The complaint Pirrotti filed on her behalf calls her “Jane Doe,” but she recently decided to share her name in an effort to help other survivors.
Stephanie Edwards was a campus police officer who was raped multiple times by another officer. When she reported this to her department, not only was there was no investigation, but she was punished for speaking up.
“The allegations are that, when she needed back-up, sometimes they wouldn’t come. Her reports were hyper-scrutinized. She could do no right,” Pirrotti says. “One time they held up a video of a traffic stop so the supervisor could point out the things she allegedly did wrong.”
The department only took action when Edwards confided in the leader of the college’s women’s studies center, who in turn filed a complaint. Only then was the accused suspended—but with pay. Edwards remained on the job, one of only two women on a force of about 50, until the stress became so unbearable she took a medical leave.
At the time a single mother of three, Edwards says she felt defeated. She visited multiple attorneys who declined her case. Then she met Pirrotti.
“‘I’m not promising you anything, but I’m going to fight for you,” Edwards remembers Pirrotti saying.
During the litigation, Pirrotti brought Edwards back to the campus to point out locations where incidents of sexual abuse or harassment had occurred—including the locker room where men would shout at their female counterparts on the other side of a partition. Attorneys for the school accompanied them on the walk through.
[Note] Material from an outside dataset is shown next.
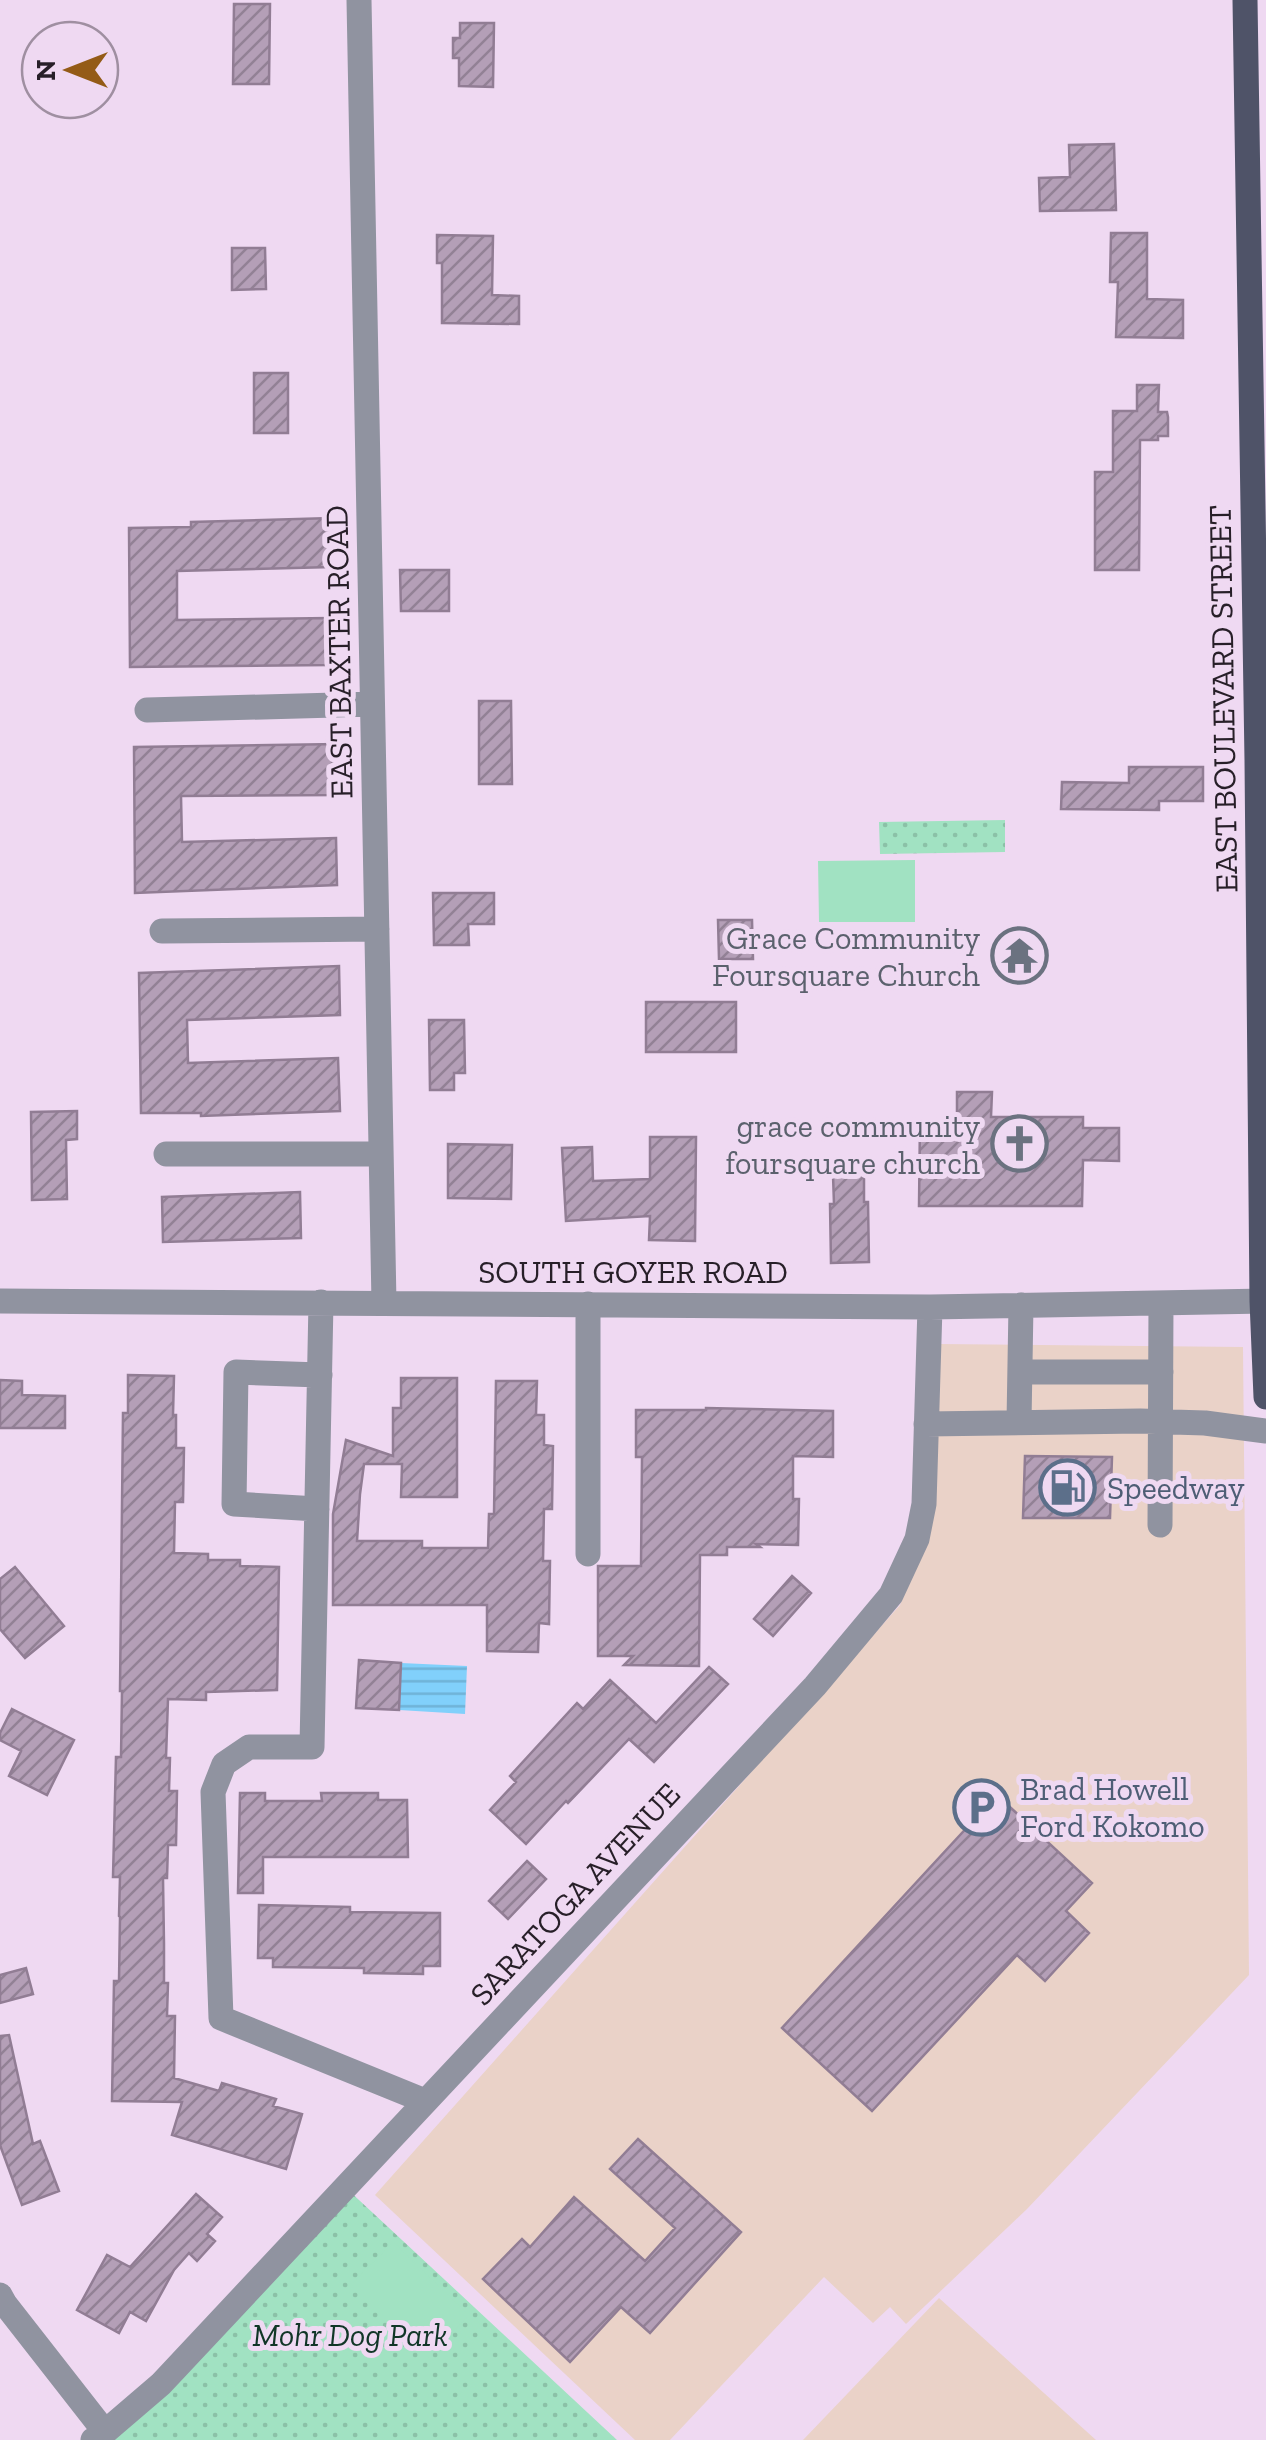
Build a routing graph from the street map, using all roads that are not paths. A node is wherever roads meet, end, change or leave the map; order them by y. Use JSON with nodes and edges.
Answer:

“The other attorneys were being rude. ‘Does she really have to look in this room? Does she really need to go in there?’” Edwards recalls, “and Nina said, ‘Yes. She does.’ That was it. She cut people off. She had me under her wing and she wouldn’t let anybody or anything come at me.”
Pirrotti secured a $1.75 million settlement for Edwards. The offending officer was fired. Attorney and client then met with the university president to discuss the best way to prevent what happened to Edwards from ever happening to anyone else.
“These environments are rarely born of one rogue actor. It doesn’t go away if you get rid of one person. You pluck out that weed and the others are just going to be popping up all over the place,” Pirrotti says. “That’s why so many clients go to litigation. The goal is not just accountability for themselves but to change the environment that’s been created, so the workers who are left behind are not subjected to that same hostile workplace.”
There are days when Pirrotti steps out of her home office and Steven Varnum, her husband of 15 years, looks at her and says, “You need to decompress.”
She does this by hiking, exploring, or doing anything outdoors. She reads recipes and cookbooks and jokes that she’d like to be a food critic in another life. Her greatest joys, she says, come from time spent with her husband and daughter, Carina, 11. Every night, she and Carina watch an episode of I Love Lucy and laugh. They’ve now seen every episode multiple times, and still they laugh.
When Carina was 4 years old, Pirrotti asked the preschooler if she knew what her mom’s job was. “To keep me safe,” she replied.
Many of Pirrotti’s clients, including Edwards, would say the same.
“She protected me,” says Edwards, who in July was named one of three Courageous Plaintiffs of the Year by National Employment Lawyers Association. “She will be in my life forever.”